Possible Duplicate:
Why does Guava's ImmutableList have so many overloaded of() methods?
Looking at Guava's ImmutableList (and some other classes), you'll find plenty of overloaded of
convenience methods ("Returns an immutable list containing the given elements, in order.") that take a different number of parameters:
...
public static <E> ImmutableList<E> of(E e1, E e2, E e3)
public static <E> ImmutableList<E> of(E e1, E e2, E e3, E e4)

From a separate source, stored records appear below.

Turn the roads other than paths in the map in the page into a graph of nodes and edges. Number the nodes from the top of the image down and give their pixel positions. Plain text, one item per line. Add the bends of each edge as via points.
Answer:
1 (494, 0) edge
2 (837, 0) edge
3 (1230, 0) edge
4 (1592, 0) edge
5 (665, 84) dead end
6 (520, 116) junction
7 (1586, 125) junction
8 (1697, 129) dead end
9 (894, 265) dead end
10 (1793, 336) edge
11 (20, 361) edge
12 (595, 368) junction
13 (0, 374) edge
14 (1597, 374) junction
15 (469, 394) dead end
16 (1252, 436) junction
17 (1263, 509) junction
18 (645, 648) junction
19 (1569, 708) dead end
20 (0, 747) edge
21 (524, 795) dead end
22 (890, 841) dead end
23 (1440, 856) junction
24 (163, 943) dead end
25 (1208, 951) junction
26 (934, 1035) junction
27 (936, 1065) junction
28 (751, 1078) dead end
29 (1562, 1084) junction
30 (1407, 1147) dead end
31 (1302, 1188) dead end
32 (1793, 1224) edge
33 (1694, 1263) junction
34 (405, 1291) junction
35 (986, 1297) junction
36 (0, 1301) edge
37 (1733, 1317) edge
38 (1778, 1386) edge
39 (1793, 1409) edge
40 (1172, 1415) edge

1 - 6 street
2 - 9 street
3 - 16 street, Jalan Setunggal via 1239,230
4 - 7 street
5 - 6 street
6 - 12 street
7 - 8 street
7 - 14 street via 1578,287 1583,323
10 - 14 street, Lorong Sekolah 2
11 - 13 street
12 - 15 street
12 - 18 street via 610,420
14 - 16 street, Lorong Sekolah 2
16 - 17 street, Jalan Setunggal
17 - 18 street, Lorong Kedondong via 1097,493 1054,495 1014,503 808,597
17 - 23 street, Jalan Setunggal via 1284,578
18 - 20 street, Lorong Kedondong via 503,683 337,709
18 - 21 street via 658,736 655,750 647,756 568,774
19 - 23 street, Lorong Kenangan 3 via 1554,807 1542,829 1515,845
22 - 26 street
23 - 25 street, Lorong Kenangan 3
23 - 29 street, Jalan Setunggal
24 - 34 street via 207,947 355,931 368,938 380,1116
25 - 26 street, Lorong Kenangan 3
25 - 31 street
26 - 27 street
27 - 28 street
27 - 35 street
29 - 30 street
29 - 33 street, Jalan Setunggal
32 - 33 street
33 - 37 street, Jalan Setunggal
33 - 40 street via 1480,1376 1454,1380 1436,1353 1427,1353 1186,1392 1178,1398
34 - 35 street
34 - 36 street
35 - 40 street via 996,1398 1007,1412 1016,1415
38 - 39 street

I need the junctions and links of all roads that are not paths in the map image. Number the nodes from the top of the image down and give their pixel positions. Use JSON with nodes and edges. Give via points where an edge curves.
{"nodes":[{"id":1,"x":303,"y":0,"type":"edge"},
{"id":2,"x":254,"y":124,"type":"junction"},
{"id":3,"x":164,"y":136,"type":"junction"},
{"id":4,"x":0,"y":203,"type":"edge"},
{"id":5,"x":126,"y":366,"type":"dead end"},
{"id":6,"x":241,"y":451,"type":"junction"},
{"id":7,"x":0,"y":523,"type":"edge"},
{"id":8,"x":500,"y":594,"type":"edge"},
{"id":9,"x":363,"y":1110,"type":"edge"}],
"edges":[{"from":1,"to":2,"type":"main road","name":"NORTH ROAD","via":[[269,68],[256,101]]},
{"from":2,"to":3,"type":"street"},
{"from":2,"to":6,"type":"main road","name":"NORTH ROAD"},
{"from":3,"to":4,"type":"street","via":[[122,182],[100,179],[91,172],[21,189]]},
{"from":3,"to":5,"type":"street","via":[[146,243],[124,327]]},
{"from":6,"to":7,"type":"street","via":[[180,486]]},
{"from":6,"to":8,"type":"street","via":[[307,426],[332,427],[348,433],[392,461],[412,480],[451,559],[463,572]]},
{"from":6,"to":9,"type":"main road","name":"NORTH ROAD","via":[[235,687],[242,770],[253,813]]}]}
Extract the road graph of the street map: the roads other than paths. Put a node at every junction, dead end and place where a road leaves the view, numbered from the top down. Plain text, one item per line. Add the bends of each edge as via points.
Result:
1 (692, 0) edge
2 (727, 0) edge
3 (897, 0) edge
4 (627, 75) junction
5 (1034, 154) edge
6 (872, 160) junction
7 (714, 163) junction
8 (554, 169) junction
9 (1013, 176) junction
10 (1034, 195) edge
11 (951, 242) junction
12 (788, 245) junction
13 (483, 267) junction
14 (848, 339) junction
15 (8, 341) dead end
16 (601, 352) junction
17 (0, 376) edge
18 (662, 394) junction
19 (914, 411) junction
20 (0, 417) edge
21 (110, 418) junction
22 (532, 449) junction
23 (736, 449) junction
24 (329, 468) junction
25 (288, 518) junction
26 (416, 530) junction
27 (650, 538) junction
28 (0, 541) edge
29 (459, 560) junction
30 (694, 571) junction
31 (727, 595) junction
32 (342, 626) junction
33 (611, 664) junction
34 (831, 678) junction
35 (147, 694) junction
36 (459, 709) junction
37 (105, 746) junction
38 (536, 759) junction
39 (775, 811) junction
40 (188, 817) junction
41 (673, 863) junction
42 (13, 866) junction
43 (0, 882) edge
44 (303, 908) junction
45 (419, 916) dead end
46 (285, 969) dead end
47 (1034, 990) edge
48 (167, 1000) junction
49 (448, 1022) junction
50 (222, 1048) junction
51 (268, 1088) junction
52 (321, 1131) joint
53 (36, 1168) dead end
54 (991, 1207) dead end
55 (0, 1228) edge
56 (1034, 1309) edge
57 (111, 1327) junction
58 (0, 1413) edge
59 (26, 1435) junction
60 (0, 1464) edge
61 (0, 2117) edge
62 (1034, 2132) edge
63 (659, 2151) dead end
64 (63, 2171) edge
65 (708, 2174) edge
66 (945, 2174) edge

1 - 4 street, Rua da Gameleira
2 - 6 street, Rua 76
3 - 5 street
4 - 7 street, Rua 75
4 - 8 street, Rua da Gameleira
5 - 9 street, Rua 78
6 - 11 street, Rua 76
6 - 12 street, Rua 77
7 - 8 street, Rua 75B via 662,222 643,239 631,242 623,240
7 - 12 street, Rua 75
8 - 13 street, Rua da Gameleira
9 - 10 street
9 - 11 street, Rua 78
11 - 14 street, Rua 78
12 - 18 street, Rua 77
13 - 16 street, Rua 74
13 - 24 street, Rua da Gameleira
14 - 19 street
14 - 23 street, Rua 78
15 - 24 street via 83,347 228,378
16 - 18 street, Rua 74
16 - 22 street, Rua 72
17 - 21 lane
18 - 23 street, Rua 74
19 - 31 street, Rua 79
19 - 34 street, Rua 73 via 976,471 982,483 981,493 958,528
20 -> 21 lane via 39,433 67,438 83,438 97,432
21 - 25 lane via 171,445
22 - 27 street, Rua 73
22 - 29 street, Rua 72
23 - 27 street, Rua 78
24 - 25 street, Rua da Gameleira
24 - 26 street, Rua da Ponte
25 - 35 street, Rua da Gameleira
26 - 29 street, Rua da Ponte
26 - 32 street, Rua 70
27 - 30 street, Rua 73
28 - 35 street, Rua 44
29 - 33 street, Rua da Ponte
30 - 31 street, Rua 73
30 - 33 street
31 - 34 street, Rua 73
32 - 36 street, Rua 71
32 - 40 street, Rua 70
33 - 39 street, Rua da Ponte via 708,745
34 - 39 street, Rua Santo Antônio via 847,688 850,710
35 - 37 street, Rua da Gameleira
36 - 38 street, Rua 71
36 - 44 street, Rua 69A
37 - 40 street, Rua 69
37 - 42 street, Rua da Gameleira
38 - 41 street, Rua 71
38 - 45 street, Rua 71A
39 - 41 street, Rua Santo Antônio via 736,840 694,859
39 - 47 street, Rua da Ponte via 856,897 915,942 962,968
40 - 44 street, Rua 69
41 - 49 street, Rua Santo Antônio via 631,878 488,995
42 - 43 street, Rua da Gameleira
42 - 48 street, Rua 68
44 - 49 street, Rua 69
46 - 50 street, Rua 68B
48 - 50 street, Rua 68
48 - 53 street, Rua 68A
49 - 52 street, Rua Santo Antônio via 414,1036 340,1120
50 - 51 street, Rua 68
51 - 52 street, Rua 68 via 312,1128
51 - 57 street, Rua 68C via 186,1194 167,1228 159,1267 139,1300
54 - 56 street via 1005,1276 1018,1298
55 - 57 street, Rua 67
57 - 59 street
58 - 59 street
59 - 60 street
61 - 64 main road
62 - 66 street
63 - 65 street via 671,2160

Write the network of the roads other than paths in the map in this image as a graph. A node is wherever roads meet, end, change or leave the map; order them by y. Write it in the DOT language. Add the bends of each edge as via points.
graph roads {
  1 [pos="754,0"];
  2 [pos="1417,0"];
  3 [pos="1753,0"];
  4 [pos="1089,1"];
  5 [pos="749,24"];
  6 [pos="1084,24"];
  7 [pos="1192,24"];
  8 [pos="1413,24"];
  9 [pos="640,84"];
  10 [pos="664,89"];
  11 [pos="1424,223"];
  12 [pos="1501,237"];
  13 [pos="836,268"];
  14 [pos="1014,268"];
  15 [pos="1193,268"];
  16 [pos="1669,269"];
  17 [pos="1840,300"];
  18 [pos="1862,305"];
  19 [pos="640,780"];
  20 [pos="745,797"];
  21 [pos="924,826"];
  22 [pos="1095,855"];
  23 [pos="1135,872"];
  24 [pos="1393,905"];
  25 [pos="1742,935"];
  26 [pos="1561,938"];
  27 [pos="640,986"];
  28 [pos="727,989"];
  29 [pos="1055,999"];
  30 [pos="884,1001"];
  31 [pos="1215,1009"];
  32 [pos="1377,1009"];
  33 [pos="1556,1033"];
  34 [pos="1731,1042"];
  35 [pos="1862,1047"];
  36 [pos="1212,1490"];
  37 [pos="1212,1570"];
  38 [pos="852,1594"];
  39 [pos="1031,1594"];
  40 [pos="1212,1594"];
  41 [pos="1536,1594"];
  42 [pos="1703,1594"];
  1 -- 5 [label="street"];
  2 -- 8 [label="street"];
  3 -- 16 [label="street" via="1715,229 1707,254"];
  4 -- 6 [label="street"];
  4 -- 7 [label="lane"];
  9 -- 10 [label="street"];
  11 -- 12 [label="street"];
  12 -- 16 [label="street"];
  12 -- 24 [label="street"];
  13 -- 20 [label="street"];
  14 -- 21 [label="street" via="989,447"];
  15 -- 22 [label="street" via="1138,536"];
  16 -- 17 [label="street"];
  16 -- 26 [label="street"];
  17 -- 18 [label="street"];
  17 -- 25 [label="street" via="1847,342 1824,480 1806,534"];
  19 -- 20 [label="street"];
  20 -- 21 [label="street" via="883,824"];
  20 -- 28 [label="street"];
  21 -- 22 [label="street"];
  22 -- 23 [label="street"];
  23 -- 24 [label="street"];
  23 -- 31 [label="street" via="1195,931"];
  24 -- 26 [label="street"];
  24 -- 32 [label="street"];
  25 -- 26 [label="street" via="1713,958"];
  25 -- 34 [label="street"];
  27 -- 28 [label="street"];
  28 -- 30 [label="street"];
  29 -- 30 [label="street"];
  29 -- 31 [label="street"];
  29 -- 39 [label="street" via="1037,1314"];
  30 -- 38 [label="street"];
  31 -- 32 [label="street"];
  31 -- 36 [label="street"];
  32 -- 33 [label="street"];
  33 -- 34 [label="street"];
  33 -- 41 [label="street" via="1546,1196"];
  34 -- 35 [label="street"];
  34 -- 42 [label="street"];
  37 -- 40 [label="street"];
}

public static <E> ImmutableList<E> of(E e1, E e2, E e3, E e4, E e5)
...
All the way to this one:
public static <E> ImmutableList<E> of(E e1,
E e2,
E e3,
E e4,
E e5,
E e6,
E e7,
E e8,
E e9,
E e10,
E e11,
E e12,
E... others)
Some colleagues of mine consider this silly, wondering why there's isn't just one method: of(E... elements)
. They suspect it's an ill-guided performance "optimisation" that falls into the category "do you think you're smarter than compiler", or something like that.
My hunch is that Kevin Bourrillion et al. put these methods in there for a real reason. Can anyone explain (or speculate) what that reason might be?
The comment in the source says:
// These go up to eleven. After that, you just get the varargs form, and
// whatever warnings might come along with it. :(
So, this was done because varargs methods produce a warning with generic arguments.